Friday, May 21, 2010

If you mix red and violet, does it emit high or low frequency light waves?

Red light is low frequency and purple light is high frequency. What if you mixed red and purple paint to make red violet--would that emit high or low frequency waves? It can't be "in between" as that would be like... green. Does it emit both..?

If you mix red and violet, does it emit high or low frequency light waves?
It doesn't EMIT anything. It REFLECTS red-violet light.


The mixing of light is ADDITIVE


The mixing of pigments is SUBTRACTIVE
Reply:There is no such thing as a single wavelength (or frequency) of purple (red-violet) light. Purple is a mixture of long-wavelength (low-frequency) red light and short-wavelength (high-frequency) blue and violet light, with little or nothing in the medium-frequency yellows and greens.
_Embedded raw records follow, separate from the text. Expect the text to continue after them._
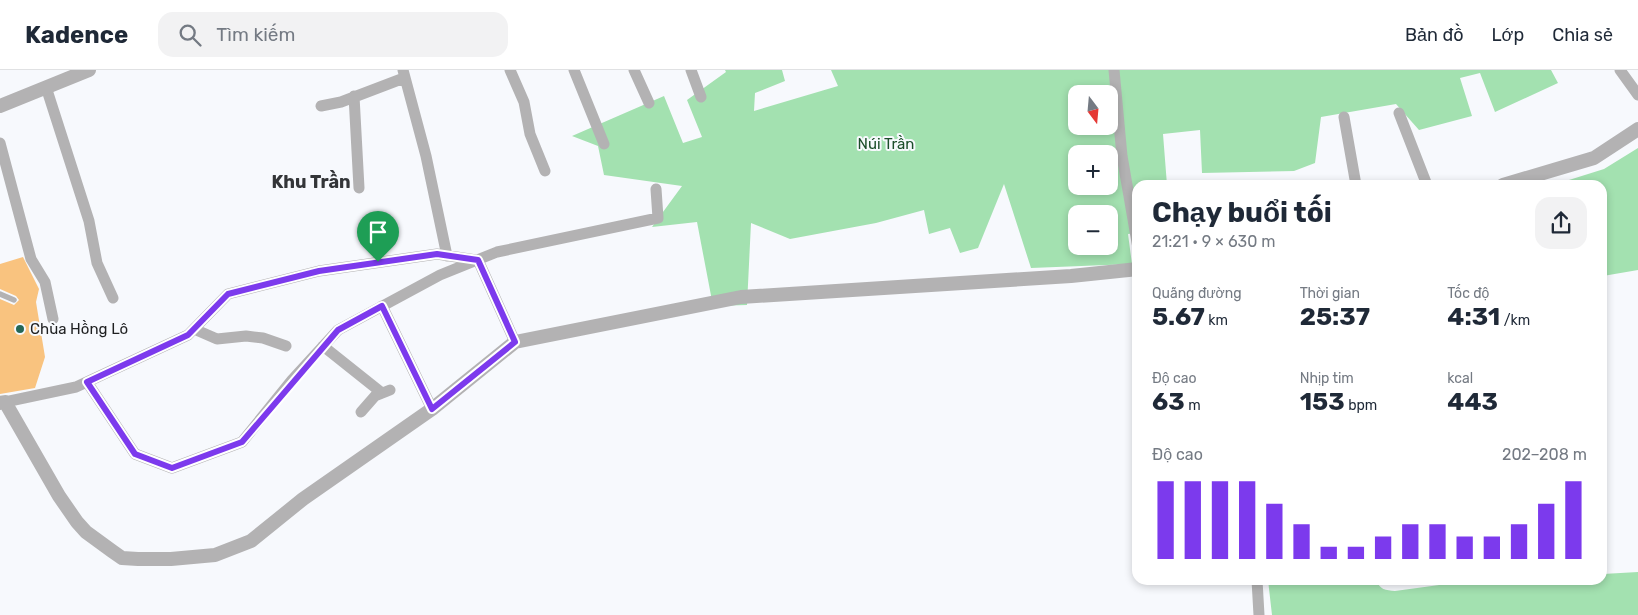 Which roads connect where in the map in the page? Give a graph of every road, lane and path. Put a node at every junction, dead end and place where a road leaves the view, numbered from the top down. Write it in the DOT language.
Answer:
graph roads {
  1 [pos="89,70"];
  2 [pos="510,70"];
  3 [pos="574,70"];
  4 [pos="634,70"];
  5 [pos="691,70"];
  6 [pos="1114,70"];
  7 [pos="1620,70"];
  8 [pos="404,74"];
  9 [pos="46,87"];
  10 [pos="1638,95"];
  11 [pos="354,96"];
  12 [pos="701,97"];
  13 [pos="649,103"];
  14 [pos="0,106"];
  15 [pos="321,106"];
  16 [pos="1399,113"];
  17 [pos="1344,117"];
  18 [pos="1638,129"];
  19 [pos="0,143"];
  20 [pos="604,144"];
  21 [pos="545,171"];
  22 [pos="1355,180"];
  23 [pos="1425,180"];
  24 [pos="1520,180"];
  25 [pos="359,188"];
  26 [pos="656,189"];
  27 [pos="1132,214"];
  28 [pos="447,256"];
  29 [pos="478,260"];
  30 [pos="1132,270"];
  31 [pos="0,294"];
  32 [pos="113,298"];
  33 [pos="14,300"];
  34 [pos="382,306"];
  35 [pos="53,319"];
  36 [pos="194,328"];
  37 [pos="515,342"];
  38 [pos="286,346"];
  39 [pos="323,346"];
  40 [pos="87,382"];
  41 [pos="2,402"];
  42 [pos="432,409"];
  43 [pos="361,412"];
  44 [pos="1257,585"];
  45 [pos="1259,615"];
  1 -- 9 [label="street"];
  2 -- 21 [label="street"];
  3 -- 20 [label="street"];
  4 -- 13 [label="street"];
  5 -- 12 [label="street"];
  6 -- 27 [label="street"];
  7 -- 10 [label="street"];
  8 -- 11 [label="street"];
  8 -- 28 [label="street"];
  9 -- 14 [label="street"];
  9 -- 32 [label="street"];
  11 -- 15 [label="street"];
  11 -- 25 [label="street"];
  16 -- 23 [label="street"];
  17 -- 22 [label="street"];
  18 -- 24 [label="street"];
  19 -- 35 [label="street"];
  26 -- 29 [label="street"];
  28 -- 29 [label="street"];
  28 -- 36 [label="street"];
  29 -- 34 [label="street"];
  29 -- 37 [label="street"];
  30 -- 37 [label="street"];
  31 -- 33 [label="lane"];
  34 -- 39 [label="street"];
  34 -- 42 [label="street"];
  36 -- 38 [label="street"];
  36 -- 40 [label="street"];
  37 -- 42 [label="street"];
  39 -- 40 [label="street"];
  39 -- 43 [label="street"];
  40 -- 41 [label="street"];
  41 -- 42 [label="street"];
  44 -- 45 [label="street"];
} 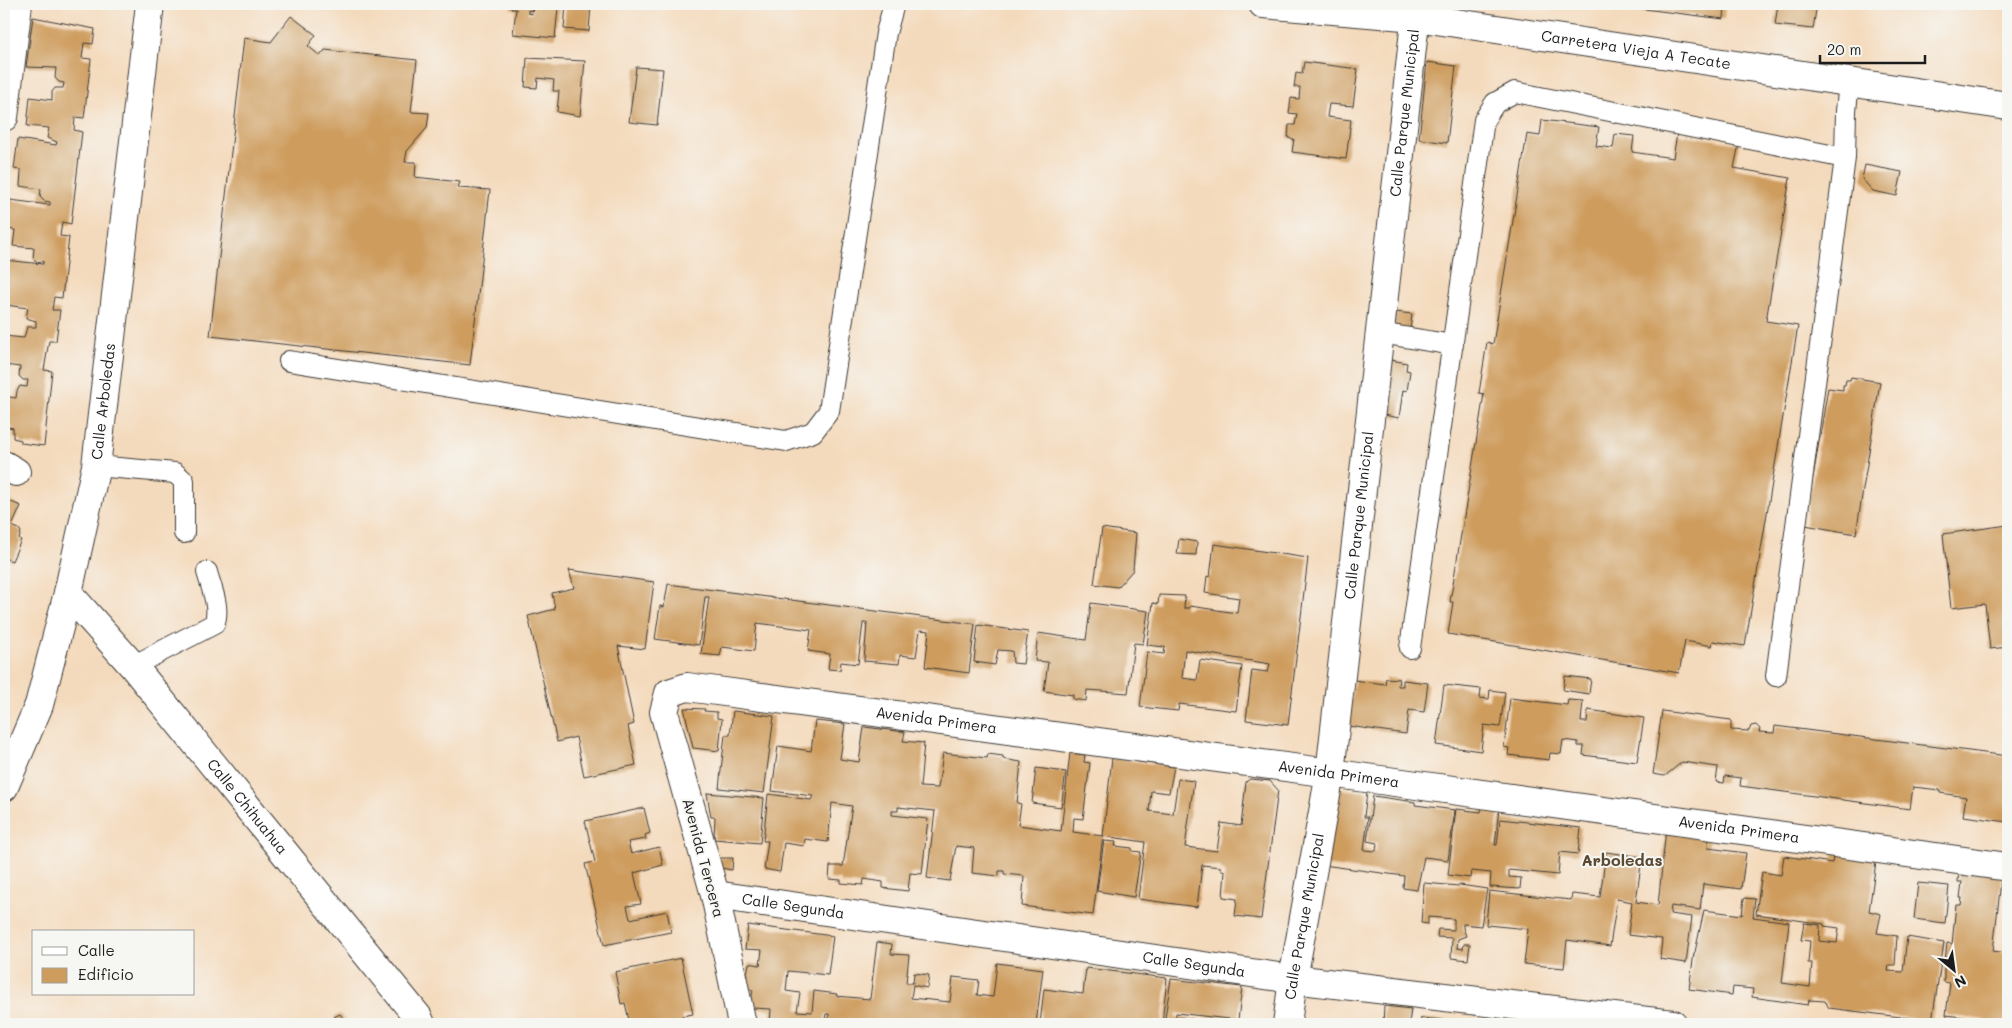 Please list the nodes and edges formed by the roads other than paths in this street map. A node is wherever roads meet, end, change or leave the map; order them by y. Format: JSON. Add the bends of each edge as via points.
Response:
{"nodes":[{"id":1,"x":18,"y":4,"type":"edge"},
{"id":2,"x":150,"y":4,"type":"edge"},
{"id":3,"x":894,"y":4,"type":"edge"},
{"id":4,"x":1263,"y":4,"type":"edge"},
{"id":5,"x":1417,"y":10,"type":"edge"},
{"id":6,"x":1849,"y":82,"type":"junction"},
{"id":7,"x":2008,"y":106,"type":"edge"},
{"id":8,"x":4,"y":117,"type":"edge"},
{"id":9,"x":1845,"y":158,"type":"junction"},
{"id":10,"x":1380,"y":333,"type":"junction"},
{"id":11,"x":1453,"y":345,"type":"junction"},
{"id":12,"x":289,"y":361,"type":"dead end"},
{"id":13,"x":96,"y":466,"type":"junction"},
{"id":14,"x":184,"y":532,"type":"dead end"},
{"id":15,"x":207,"y":572,"type":"dead end"},
{"id":16,"x":68,"y":593,"type":"junction"},
{"id":17,"x":1410,"y":648,"type":"dead end"},
{"id":18,"x":133,"y":666,"type":"junction"},
{"id":19,"x":1776,"y":676,"type":"dead end"},
{"id":20,"x":669,"y":693,"type":"joint"},
{"id":21,"x":1330,"y":773,"type":"junction"},
{"id":22,"x":4,"y":787,"type":"edge"},
{"id":23,"x":2008,"y":867,"type":"edge"},
{"id":24,"x":715,"y":895,"type":"junction"},
{"id":25,"x":1293,"y":979,"type":"junction"},
{"id":26,"x":421,"y":1024,"type":"edge"},
{"id":27,"x":742,"y":1024,"type":"edge"},
{"id":28,"x":1286,"y":1024,"type":"edge"},
{"id":29,"x":1673,"y":1024,"type":"edge"}],
"edges":[{"from":1,"to":8,"type":"street"},
{"from":2,"to":13,"type":"street","name":"Calle Arboledas"},
{"from":3,"to":12,"type":"lane","via":[[886,33],[829,411],[813,432],[786,441]]},
{"from":4,"to":5,"type":"street","name":"Carretera Vieja A Tecate"},
{"from":5,"to":6,"type":"street","name":"Carretera Vieja A Tecate"},
{"from":5,"to":10,"type":"street","name":"Calle Parque Municipal"},
{"from":6,"to":7,"type":"street","name":"Carretera Vieja A Tecate"},
{"from":6,"to":9,"type":"lane"},
{"from":9,"to":11,"type":"lane","via":[[1515,92],[1495,103],[1484,120]]},
{"from":9,"to":19,"type":"lane"},
{"from":10,"to":11,"type":"lane"},
{"from":10,"to":21,"type":"street","name":"Calle Parque Municipal"},
{"from":11,"to":17,"type":"lane"},
{"from":13,"to":14,"type":"lane","via":[[175,473],[184,481]]},
{"from":13,"to":16,"type":"street","name":"Calle Arboledas"},
{"from":15,"to":18,"type":"lane","via":[[218,617],[214,624]]},
{"from":16,"to":18,"type":"street","name":"Calle Chihuahua"},
{"from":16,"to":22,"type":"street","name":"Calle Arboledas","via":[[38,705]]},
{"from":18,"to":26,"type":"street","name":"Calle Chihuahua"},
{"from":20,"to":21,"type":"street","name":"Avenida Primera","via":[[687,688]]},
{"from":20,"to":24,"type":"street","name":"Avenida Tercera","via":[[664,712]]},
{"from":21,"to":23,"type":"street","name":"Avenida Primera"},
{"from":21,"to":25,"type":"street","name":"Calle Parque Municipal"},
{"from":24,"to":25,"type":"street","name":"Calle Segunda"},
{"from":24,"to":27,"type":"street","name":"Avenida Tercera"},
{"from":25,"to":28,"type":"street","name":"Calle Parque Municipal"},
{"from":25,"to":29,"type":"street","name":"Calle Segunda"}]}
Also, there is no such thing as a true red light. The longest wavelengths are actually more like scarlet, which tends slightly toward the yellow end. True red pigments, like light, is really a mixture of the extreme low and high frequencies of the visible spectrum, but only a bit of the high-frequency stuff. True red pigments or dyes reflect (or transmit) both long-wavelength and short-wavelength light. The "red" ink used in full-color printing isn't really red; it is magenta that absorbs only light in the middle of the visible spectrum and transmits or reflects the stuff at either end. When mixed with cyan (the "blue" ink that actually tends toward green and passes both green and blue light) the result is a dark blue, tending strongly toward violet. The cyan ink absorbs the lower-frequency reds and oranges and the magenta absorbs the middle-frequency greens, leaving you with only the high-frequency blues and violets.